The app itself is a small, unobtrusive square that sits in OSX’s menu bar. Click it and you’ll switch it on, limiting your focus to a single task and (hopefully) helping you get more done. If you’re a sucker for distractions, Isolator is a must-have addition to your Mac.

14. Things


Things is a task manager with a difference – one of the few time and project management apps that actually helps users get more individual tasks done, offering both traditional to-do lists and a more in-depth interface for managing personal and business tasks. It’s clean, collaboration-friendly, and freely able to synchronize with your iPhone or iPad.

If you work alongside a team of designers, developers, or artists, Things is a must-have addition to your digital workspace. Projects are organized similarly to files in Snow Leopard’s sidebar, giving frequent OSX users a quick and familiar interface for organizing tasks. Single-user licenses are just $49.95, while multi-user packages start from $74.95.

15. CSSEdit


There’s nothing less interesting than scrolling through style sheets in a text editor. CSSEdit is one of the best Mac development applications out there, offering designers and web developers a different choice for styling websites and modifying CMS themes. Use the X-Ray feature to tag and check on-page elements, or simply use CSSEdit’s clean and feature laden text workspace to edit page style.

Pair CSSEdit with TextMate and you’ll end up with the Mac’s most intuitive code and style sheet editing suite. A demo version is available with a few limitations (files are limited to 2500 characters and editing options are slightly restricted), and the application itself is available to purchase for $39.

Mac Users: Do you know any must-have design apps?

Our fifteen-part lineup covers the major bases for Mac users, but it’s far from a complete collection. If you know a certain must-have design, development, productivity, or collaboration application for Mac OSX, feel free to let us know in the comments section. No app is too small – desktop utilities, iPhone applications, and online tools are all welcome.

This entry was posted on Friday, August 27th, 2010 at 17:49 and is filed under Articles. You can follow any responses to this entry through the RSS 2.0 feed. You can leave a response, or trackback from your own site.

Mathew Carpenter is an 18-year-old business owner and entrepreneur from Sydney, Australia. Mathew is currently working on AddToDesign, a website which provides value added design buzz, along with Design-Newz, the premier source for aggregated design news. Follow Mathew on Twitter: @matcarpenter.

About the author Published by Matthew

6 Responses »

  1. Nice article, and surprisingly, a few apps I hadn’t heard of before (which is quite a rare thing these days!).

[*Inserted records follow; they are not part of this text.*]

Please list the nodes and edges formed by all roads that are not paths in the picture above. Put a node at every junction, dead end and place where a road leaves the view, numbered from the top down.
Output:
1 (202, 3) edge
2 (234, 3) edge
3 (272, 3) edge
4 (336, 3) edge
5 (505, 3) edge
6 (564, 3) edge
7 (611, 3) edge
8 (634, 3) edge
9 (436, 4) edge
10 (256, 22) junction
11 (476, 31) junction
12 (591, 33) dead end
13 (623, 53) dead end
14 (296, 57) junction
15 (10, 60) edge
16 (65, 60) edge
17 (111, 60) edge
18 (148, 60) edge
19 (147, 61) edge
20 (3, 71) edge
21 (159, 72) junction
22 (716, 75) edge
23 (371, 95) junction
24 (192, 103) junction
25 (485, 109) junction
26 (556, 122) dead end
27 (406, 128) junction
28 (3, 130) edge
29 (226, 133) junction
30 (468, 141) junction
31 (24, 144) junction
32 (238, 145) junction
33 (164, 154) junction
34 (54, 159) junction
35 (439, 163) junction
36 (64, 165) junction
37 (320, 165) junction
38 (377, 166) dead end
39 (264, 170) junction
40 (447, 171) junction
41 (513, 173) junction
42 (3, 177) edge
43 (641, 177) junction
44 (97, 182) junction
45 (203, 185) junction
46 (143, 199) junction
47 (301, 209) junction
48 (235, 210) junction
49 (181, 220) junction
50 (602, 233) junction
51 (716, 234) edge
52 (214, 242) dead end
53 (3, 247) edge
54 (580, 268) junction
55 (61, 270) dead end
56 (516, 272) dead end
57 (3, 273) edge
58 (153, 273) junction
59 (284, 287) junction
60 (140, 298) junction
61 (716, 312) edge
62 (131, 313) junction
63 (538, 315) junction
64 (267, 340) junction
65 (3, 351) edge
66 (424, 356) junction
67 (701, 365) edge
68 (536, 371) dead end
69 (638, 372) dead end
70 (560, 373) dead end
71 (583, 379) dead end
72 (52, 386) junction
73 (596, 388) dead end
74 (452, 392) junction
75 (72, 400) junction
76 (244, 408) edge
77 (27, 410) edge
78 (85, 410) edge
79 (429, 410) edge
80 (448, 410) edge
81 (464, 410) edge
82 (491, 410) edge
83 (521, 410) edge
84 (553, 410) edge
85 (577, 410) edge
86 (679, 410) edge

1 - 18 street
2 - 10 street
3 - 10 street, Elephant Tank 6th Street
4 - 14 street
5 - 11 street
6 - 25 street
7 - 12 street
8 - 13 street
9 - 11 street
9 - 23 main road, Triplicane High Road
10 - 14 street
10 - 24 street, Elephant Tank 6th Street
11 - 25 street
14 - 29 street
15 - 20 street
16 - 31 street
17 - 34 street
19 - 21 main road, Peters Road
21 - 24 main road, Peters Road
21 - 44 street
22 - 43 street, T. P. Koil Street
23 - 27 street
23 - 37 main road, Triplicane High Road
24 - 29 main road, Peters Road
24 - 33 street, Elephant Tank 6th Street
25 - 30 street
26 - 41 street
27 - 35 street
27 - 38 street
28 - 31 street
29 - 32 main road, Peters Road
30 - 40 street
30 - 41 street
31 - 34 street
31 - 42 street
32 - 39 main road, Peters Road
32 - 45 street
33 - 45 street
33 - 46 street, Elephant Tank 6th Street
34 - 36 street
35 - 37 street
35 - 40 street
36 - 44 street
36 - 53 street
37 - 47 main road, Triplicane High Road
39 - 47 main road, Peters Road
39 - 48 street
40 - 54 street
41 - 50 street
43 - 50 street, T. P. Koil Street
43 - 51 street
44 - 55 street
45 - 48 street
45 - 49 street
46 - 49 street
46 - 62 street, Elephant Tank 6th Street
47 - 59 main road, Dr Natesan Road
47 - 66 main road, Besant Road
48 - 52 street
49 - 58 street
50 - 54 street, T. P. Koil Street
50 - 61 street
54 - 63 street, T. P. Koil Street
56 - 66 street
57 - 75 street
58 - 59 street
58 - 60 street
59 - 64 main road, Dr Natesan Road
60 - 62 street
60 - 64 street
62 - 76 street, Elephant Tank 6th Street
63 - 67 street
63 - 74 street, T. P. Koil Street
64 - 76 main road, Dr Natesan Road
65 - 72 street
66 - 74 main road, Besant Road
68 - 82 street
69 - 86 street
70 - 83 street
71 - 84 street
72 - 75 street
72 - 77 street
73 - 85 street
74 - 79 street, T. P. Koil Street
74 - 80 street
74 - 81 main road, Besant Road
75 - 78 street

    Inspiration is a big thing when designing, and subsequently, I use RSS feeds a lot. NetNewsWire is my RSS Reader of choice.

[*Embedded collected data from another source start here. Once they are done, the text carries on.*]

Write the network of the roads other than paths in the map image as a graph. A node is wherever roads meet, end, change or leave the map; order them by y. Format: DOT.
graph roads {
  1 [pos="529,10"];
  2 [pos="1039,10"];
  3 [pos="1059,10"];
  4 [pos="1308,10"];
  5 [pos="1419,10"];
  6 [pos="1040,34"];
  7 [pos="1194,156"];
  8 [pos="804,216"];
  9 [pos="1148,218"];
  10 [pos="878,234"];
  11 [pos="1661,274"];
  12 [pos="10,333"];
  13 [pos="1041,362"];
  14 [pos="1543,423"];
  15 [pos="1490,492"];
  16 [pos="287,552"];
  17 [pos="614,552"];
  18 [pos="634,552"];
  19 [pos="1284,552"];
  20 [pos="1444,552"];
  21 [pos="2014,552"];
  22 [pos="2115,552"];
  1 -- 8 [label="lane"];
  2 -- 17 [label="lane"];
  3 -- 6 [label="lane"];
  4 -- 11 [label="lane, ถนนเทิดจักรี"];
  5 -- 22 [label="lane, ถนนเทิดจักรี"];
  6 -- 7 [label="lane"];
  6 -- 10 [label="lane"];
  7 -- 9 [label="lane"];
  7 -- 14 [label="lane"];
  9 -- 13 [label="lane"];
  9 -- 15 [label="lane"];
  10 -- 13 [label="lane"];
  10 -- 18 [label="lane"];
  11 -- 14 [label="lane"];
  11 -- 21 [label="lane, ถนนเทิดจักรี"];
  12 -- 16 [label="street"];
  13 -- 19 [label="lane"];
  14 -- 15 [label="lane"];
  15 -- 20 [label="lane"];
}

    Coda is a great code editor and FTP client, as well as sporting one of the nicest icons around.

    Tons of applications, files and resources can put strain on your hard-drive occasionally, so then I turn to CleanMyMac, which does the job perfectly, but also looks great.

  2. I personally think transmit is the best mac FTP client, especially with the recent update, but either way great list and def have some ones to check out that I hadn’t heard of.

  3. a little late to the party, but…

    i agree with joshua, transmit is by far my favorite ftp program. ive tried a few other since installing it, but nothing has convinced me to make a permanent switch. the free version allows you to be connected for 10 or 15 minutes i think, before disconnecting. while i definitely could have made do with constantly reconnecting (i did for like 3 months) i eventually bought it, when it proved to be better than any other program i could find.

    and to go along with conor bringing up rss readers… i use netvibes, and its pretty unbelievable! different tabs divide up the types of blogs i follow, with each tab laid out magazine-style… i especially like the slideshow display (works great for design sites that i just want to see the newest image posted).

  4. Ohh and where is coda and text expander?

    Cool list indeed, cheers 😉

  5. its articles like this without repetitive same nonsense that makes your blog great. thanks for this. i never use automator, but i’m going to give it another go.